Candidate: West End
Location: Glasgow, UK
Category: The Great Neighbourhood Award
1. The tenement as a flexible housing unit
In the West End tenements mean substantial buildings containing self-contained flats of different sizes, with some having street level front doors. It is a model that is not usually found outside Scotland and has lessons for new high density housing development elsewhere as tenement stair living is undoubtedly a very successful way to encourage community living and a greater social cohesion. The density level, assisted by the large number of tenements in the area, also supports a number of thriving businesses.
2. Importance of community partnership to drive change
It works particularly well when there are a high proportion of articulate and educated residents in the area. It is impressive the way in which the networks of resident and community associations work together, perhaps due to the fact that they are fairly homogenous. There is a strong civic presence that is being promoted from the bottom up. Arguably, the West End is a big tenement, as the mix of a typical tenement stair (and the need to work together) is reflected in the make-up of the area.
3. Local cultural initiatives draw neighbourhoods together
In the West End there is an extensive conversion of buildings formerly used for anti-social industrial uses being converted into artist and music studios and other creative industry start-ups who choose the West End as home. Although these areas are often transitory and are part of the gentrification cycle, the ownership and management of the area will ensure this does not happen. The West End Festival has built up over a number of years as a nationally significant street and alternative festival event, and could form part of learning about the longer term impact of cultural investment in cities.

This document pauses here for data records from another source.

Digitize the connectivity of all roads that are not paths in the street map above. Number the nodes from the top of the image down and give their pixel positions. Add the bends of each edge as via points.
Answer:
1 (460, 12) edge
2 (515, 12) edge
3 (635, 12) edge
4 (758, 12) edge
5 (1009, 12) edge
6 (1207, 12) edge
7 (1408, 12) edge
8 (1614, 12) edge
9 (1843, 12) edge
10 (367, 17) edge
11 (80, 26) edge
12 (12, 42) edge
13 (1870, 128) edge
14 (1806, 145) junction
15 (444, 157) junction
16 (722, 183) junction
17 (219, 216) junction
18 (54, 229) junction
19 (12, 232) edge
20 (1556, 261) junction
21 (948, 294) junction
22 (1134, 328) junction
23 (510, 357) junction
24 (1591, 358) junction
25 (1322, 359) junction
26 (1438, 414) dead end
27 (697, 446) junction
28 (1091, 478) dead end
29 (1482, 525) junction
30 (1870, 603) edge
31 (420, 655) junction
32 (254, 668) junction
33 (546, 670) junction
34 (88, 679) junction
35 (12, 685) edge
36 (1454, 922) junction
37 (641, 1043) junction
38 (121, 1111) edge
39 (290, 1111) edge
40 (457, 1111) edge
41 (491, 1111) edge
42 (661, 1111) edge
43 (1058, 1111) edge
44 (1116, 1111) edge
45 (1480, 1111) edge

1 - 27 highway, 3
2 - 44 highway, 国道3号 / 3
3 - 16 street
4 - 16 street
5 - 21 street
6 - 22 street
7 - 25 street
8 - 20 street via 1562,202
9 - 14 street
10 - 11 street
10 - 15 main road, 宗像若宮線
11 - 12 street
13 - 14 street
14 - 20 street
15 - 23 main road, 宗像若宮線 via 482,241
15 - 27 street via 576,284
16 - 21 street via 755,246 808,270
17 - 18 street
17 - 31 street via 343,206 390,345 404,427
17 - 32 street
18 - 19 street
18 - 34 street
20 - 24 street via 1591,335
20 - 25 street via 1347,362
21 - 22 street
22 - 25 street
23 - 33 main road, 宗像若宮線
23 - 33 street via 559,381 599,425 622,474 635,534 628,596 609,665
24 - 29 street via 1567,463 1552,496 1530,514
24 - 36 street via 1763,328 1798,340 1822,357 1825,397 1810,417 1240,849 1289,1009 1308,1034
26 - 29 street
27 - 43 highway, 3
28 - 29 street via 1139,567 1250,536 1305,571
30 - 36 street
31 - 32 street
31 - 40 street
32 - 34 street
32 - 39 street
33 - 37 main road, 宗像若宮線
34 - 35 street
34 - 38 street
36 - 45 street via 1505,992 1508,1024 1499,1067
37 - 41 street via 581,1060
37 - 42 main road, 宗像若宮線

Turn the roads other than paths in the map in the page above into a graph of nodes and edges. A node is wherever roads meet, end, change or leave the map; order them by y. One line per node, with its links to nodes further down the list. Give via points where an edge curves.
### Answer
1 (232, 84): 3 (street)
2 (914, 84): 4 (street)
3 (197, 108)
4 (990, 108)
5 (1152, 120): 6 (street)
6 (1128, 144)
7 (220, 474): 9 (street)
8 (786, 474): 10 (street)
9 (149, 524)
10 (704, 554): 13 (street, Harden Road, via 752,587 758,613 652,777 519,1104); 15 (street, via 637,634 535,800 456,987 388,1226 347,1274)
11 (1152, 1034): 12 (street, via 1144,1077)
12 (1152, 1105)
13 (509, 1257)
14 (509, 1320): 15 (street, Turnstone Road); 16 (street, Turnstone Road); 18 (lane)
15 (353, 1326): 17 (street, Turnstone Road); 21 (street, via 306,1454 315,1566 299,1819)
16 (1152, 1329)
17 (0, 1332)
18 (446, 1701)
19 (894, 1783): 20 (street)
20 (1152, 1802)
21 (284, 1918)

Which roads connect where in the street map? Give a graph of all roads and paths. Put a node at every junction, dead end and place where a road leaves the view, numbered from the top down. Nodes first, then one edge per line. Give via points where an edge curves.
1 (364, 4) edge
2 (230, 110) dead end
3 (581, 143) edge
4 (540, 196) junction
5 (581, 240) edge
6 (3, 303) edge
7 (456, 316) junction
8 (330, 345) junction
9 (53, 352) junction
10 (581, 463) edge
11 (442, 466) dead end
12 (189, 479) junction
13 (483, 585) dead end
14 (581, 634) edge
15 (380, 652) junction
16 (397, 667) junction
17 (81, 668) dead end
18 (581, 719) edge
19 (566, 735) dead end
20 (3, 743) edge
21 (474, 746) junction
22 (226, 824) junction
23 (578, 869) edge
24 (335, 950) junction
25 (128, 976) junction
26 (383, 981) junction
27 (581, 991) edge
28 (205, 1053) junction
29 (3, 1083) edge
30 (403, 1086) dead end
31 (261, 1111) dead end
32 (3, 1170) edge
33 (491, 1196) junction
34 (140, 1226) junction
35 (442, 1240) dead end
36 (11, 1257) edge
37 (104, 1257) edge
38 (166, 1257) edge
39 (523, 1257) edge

4. The central role of educational in local economy
The West End is home to the main campus of the University of Glasgow, which is a useful case study in the impact of opening up a campus to make it more permeable for the community. There is a good provision of, and investment in, schools and nurseries within the area, which is a key to retaining the post-student age group and attracting new residents to the area. It shows how to integrate educational and residential uses in social as well as physical terms.
5. What is a neighbourhood?
Neighbourhoods do not exist outside the context of the city they are located in, and need to be viewed in that context. It could be argued that it is too big to be a coherent neighbourhood, as it covers such a large area. However, the people generally identify with the wider area, whilst focussing their efforts on their local area. It is a potential case study in what forms and sustains a neighbourhood. The area is a good example of a mixed-use neighbourhood, and an excellent model for family urban living.
The West End is a very large area of Glasgow with a population of around 24,500 within which there are a number of smaller communities, sharing Byres Road as their ‘high street’. It could be argued that it is too big to be a coherent neighbourhood, however, local people identify with the wider West End, whilst focusing their efforts on their immediate area. It is a good example of a mixed-use neighbourhood and an excellent model for family urban living.
Within the area there are various ‘stewards’, including Glasgow City Council; the University of Glasgow; over 12 residents associations, community councils and friends groups; the West End Festival; the Byres Road businesses; plus individuals and organisations that all take a special interest in the future of the area.
The dominant type of housing is the tenement, comprising self-contained flats of different sizes, some with street level front doors, but not to be confused with the infamous Glasgow slum tenements. It is a model that is not usually found outside Scotland and, undoubtedly, a very successful way to encourage community living and greater social cohesion as well as offering opportunities to change the style or size of housing you want within the same building. The resulting density level helps support a number of thriving businesses. Another notable feature is the good provision of, and investment in, schools and nurseries.
The main campus of the University of Glasgow is in the centre of the neighbourhood and many University academics, staff and students live cheek by jowl. The high number of students appears to be less of an issue than it is in many other cities and large numbers of young people stay after graduation whilst older people remain in the area, often moving to alternative properties.
The tenement serves as a metaphor for the West End as the social and community mix of a typical tenement stair is reflected in the overall make-up of the area. Community leadership and partnership is a feature of development and change in the West End, and there is evidence of a strong civic responsibility that is being promoted from the bottom up. The well-educated members of the community groups play an active role in monitoring Council policy and taking initiatives within their area.
Local cultural initiatives are central to drawing the neighbourhood together and there are a number of artist and music studios, some of which have been starter units for successful Scottish artists. Often these areas disappear in the gentrification cycle, but in the West End the ownership and management will ensure this does not happen and many creative businesses choose the area to live and work. The West End Festival, promoted by local volunteers and professional venues, and managed by a professional director, has built up over a number of years as a nationally significant street and alternative festival event. It is an exemplar of the positive longer-term impact of cultural investment in cities.
Despite its scale, the West End is undeniably a thriving and sustainable neighbourhood.